Oh, stop it with the “climate isn’t weather” rebuttal. It’s trite and silly. The guys who says “food isn’t cuisine” is a food critic, and by default, haughty and obnoxious.

How about this one: science isn’t semantics.

We all wish we could predict the future. Intellectually, empirically, rationally, we know we can’t, but some still try.  Throughout Washington, DC where I live, in addition to the elite intelligentsia, the kind who read their own books on the NY-bound Acela, are multiple Tarot Card readers and psychics offering their services of clairvoyance.

And we hear the stories.  The buddy who picked a good stock because “he was sure” it would go up. Or the other guy who proclaims, “I just knew the Nationals would win the World Series.” It’s not true. Not possible. Not even logically defensible. It’s syntax, not truth.

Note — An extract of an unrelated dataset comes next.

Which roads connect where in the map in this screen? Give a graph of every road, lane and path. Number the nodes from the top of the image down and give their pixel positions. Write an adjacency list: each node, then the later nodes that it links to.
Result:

We make decisions for the future, not based on preternatural intelligence, but data. Market trends and balance sheets guide stock picks, but there’s no certainty the price will go up. Wouldn’t we all be rich if that were the case? In baseball, injuries, rotation and roster, and team loyalty form our hunches, but there’s no guarantee your team will win.

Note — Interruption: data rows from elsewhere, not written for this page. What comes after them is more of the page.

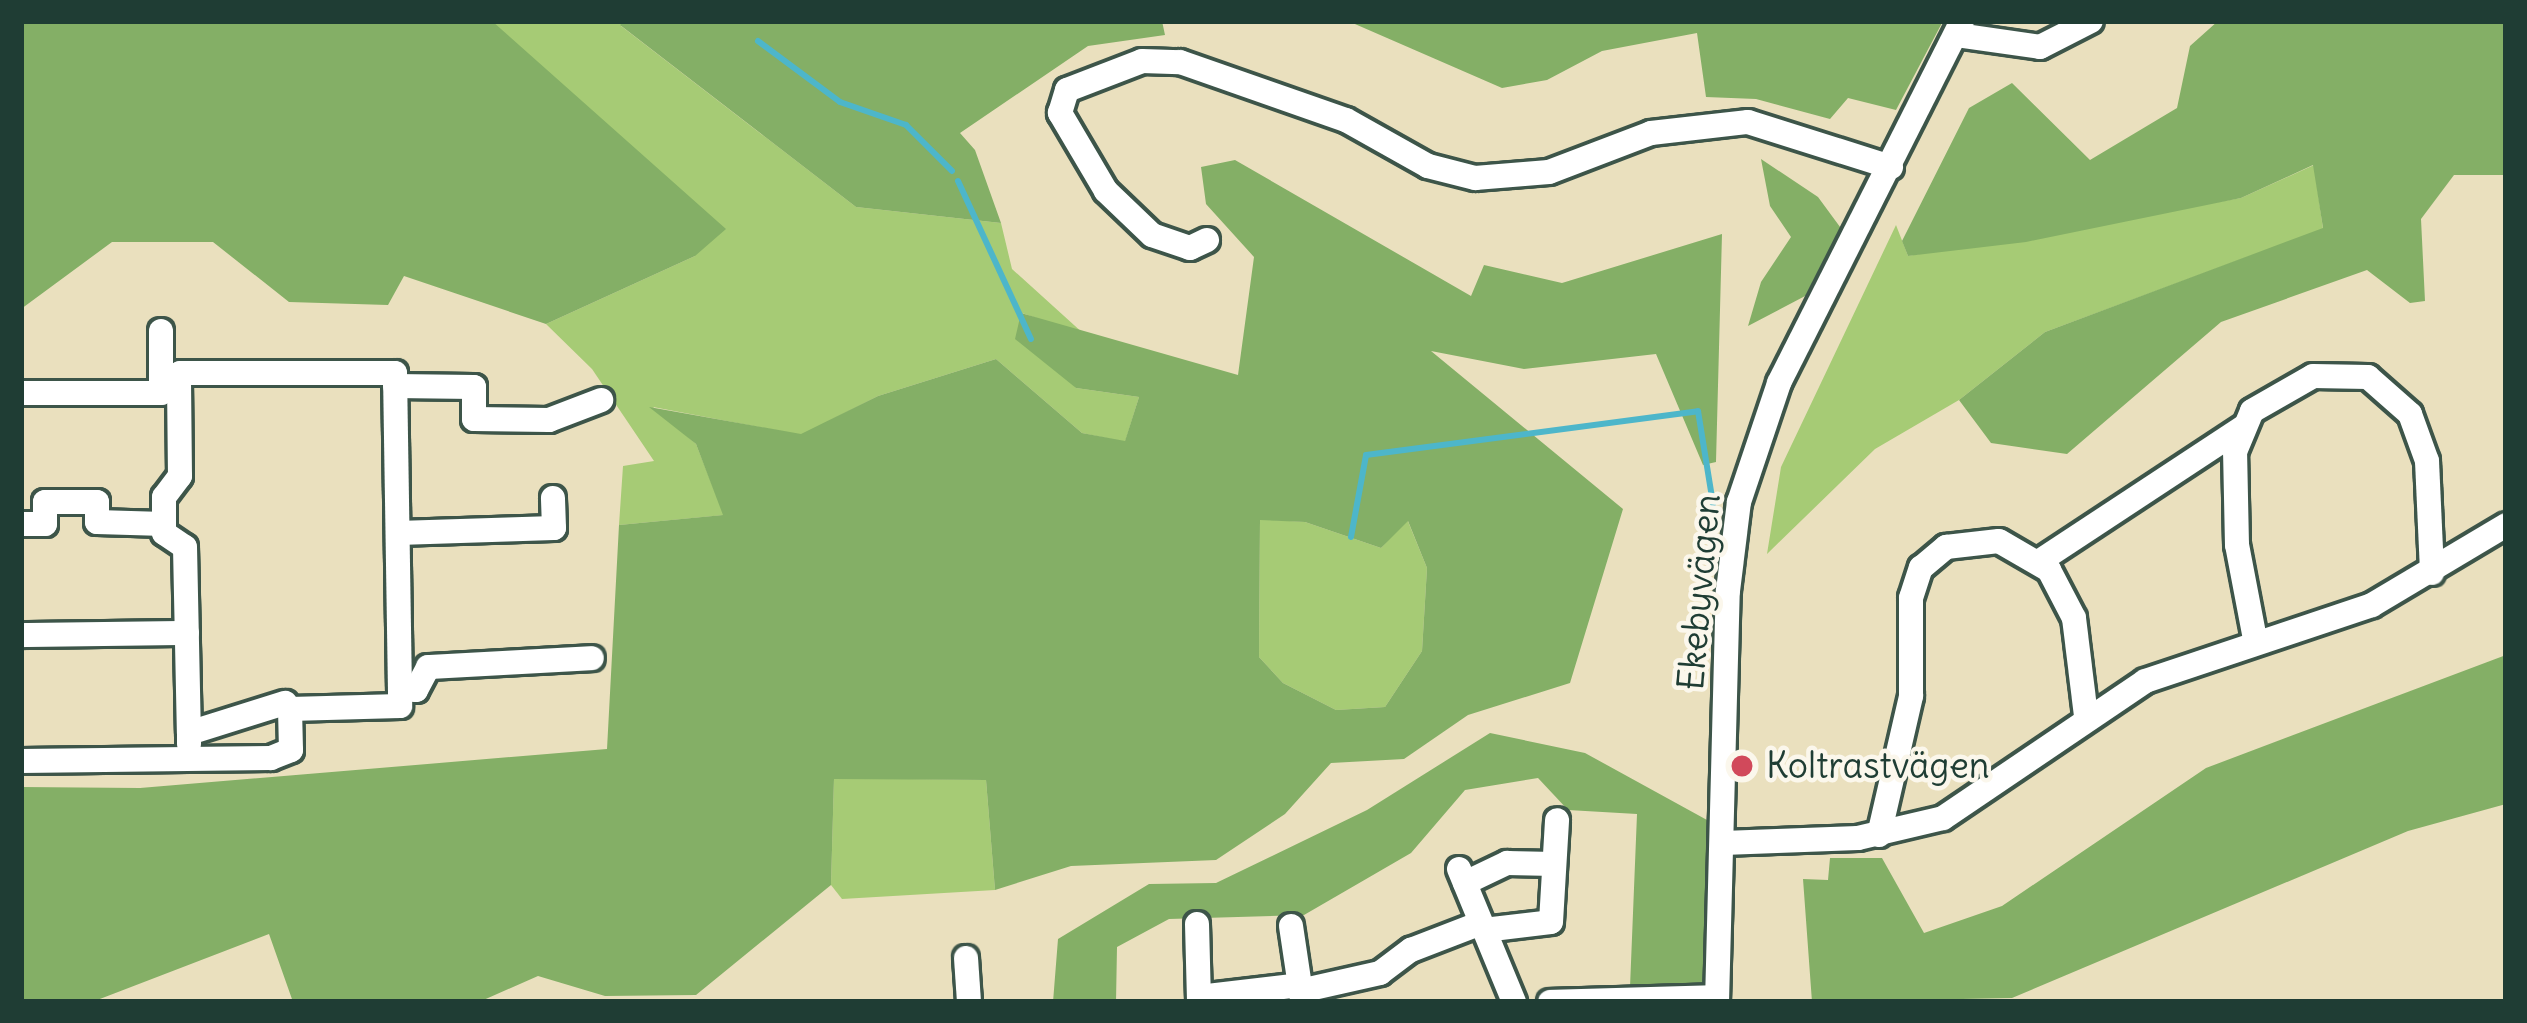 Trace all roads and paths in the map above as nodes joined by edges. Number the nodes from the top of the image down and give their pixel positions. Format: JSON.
{"nodes":[{"id":1,"x":2091,"y":21,"type":"edge"},
{"id":2,"x":1960,"y":28,"type":"edge"},
{"id":3,"x":1891,"y":166,"type":"junction"},
{"id":4,"x":1208,"y":240,"type":"dead end"},
{"id":5,"x":161,"y":331,"type":"dead end"},
{"id":6,"x":170,"y":382,"type":"junction"},
{"id":7,"x":395,"y":386,"type":"junction"},
{"id":8,"x":21,"y":393,"type":"edge"},
{"id":9,"x":601,"y":400,"type":"dead end"},
{"id":10,"x":2242,"y":428,"type":"junction"},
{"id":11,"x":554,"y":498,"type":"dead end"},
{"id":12,"x":21,"y":524,"type":"edge"},
{"id":13,"x":164,"y":524,"type":"junction"},
{"id":14,"x":2506,"y":525,"type":"edge"},
{"id":15,"x":398,"y":533,"type":"junction"},
{"id":16,"x":2040,"y":562,"type":"junction"},
{"id":17,"x":2432,"y":573,"type":"junction"},
{"id":18,"x":187,"y":633,"type":"junction"},
{"id":19,"x":21,"y":635,"type":"edge"},
{"id":20,"x":2255,"y":639,"type":"junction"},
{"id":21,"x":592,"y":658,"type":"dead end"},
{"id":22,"x":400,"y":689,"type":"junction"},
{"id":23,"x":288,"y":706,"type":"junction"},
{"id":24,"x":2086,"y":716,"type":"junction"},
{"id":25,"x":189,"y":745,"type":"junction"},
{"id":26,"x":21,"y":761,"type":"edge"},
{"id":27,"x":1557,"y":820,"type":"dead end"},
{"id":28,"x":1879,"y":835,"type":"junction"},
{"id":29,"x":1723,"y":843,"type":"junction"},
{"id":30,"x":1554,"y":864,"type":"junction"},
{"id":31,"x":1197,"y":924,"type":"dead end"},
{"id":32,"x":1291,"y":926,"type":"dead end"},
{"id":33,"x":1482,"y":927,"type":"junction"},
{"id":34,"x":966,"y":958,"type":"dead end"},
{"id":35,"x":1300,"y":993,"type":"edge"},
{"id":36,"x":1717,"y":999,"type":"edge"},
{"id":37,"x":1199,"y":1000,"type":"edge"},
{"id":38,"x":969,"y":1002,"type":"edge"},
{"id":39,"x":1514,"y":1002,"type":"edge"},
{"id":40,"x":1550,"y":1002,"type":"edge"}],
"edges":[{"from":1,"to":2,"type":"street"},
{"from":2,"to":3,"type":"street","name":"Ekebyvägen"},
{"from":3,"to":4,"type":"street"},
{"from":3,"to":29,"type":"street","name":"Ekebyvägen"},
{"from":5,"to":6,"type":"street"},
{"from":6,"to":7,"type":"street"},
{"from":6,"to":8,"type":"street"},
{"from":6,"to":13,"type":"street"},
{"from":7,"to":9,"type":"street"},
{"from":7,"to":15,"type":"street"},
{"from":10,"to":16,"type":"street"},
{"from":10,"to":17,"type":"street"},
{"from":10,"to":20,"type":"street"},
{"from":11,"to":15,"type":"street"},
{"from":12,"to":13,"type":"street"},
{"from":13,"to":18,"type":"street"},
{"from":14,"to":17,"type":"street"},
{"from":15,"to":22,"type":"street"},
{"from":16,"to":24,"type":"street"},
{"from":16,"to":28,"type":"street"},
{"from":17,"to":20,"type":"street"},
{"from":18,"to":19,"type":"street"},
{"from":18,"to":25,"type":"street"},
{"from":20,"to":24,"type":"street"},
{"from":21,"to":22,"type":"street"},
{"from":22,"to":23,"type":"street"},
{"from":23,"to":25,"type":"street"},
{"from":23,"to":25,"type":"street"},
{"from":24,"to":28,"type":"street"},
{"from":25,"to":26,"type":"street"},
{"from":27,"to":30,"type":"street"},
{"from":28,"to":29,"type":"street"},
{"from":29,"to":36,"type":"street","name":"Ekebyvägen"},
{"from":30,"to":33,"type":"street"},
{"from":30,"to":33,"type":"street"},
{"from":31,"to":37,"type":"street"},
{"from":32,"to":35,"type":"street"},
{"from":33,"to":35,"type":"street"},
{"from":33,"to":39,"type":"street"},
{"from":34,"to":38,"type":"street"},
{"from":35,"to":37,"type":"street"},
{"from":36,"to":40,"type":"street"}]}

No one “knew” the weather would cancel the SpaceX flight, but rather scientists used data to make the best educated guess which is part of the scientific method we learned about in third grade. And similarly, no one “knows” what will happen to the earth in 5, 10, 15, 50 years because of climate change. So quite frankly I’m tired of hearing about it.

Now I’ll answer that next question before you ask it: no, there is no data which says the world temperatures will rise to an uninhabitable level. There are models, and models are very, very human.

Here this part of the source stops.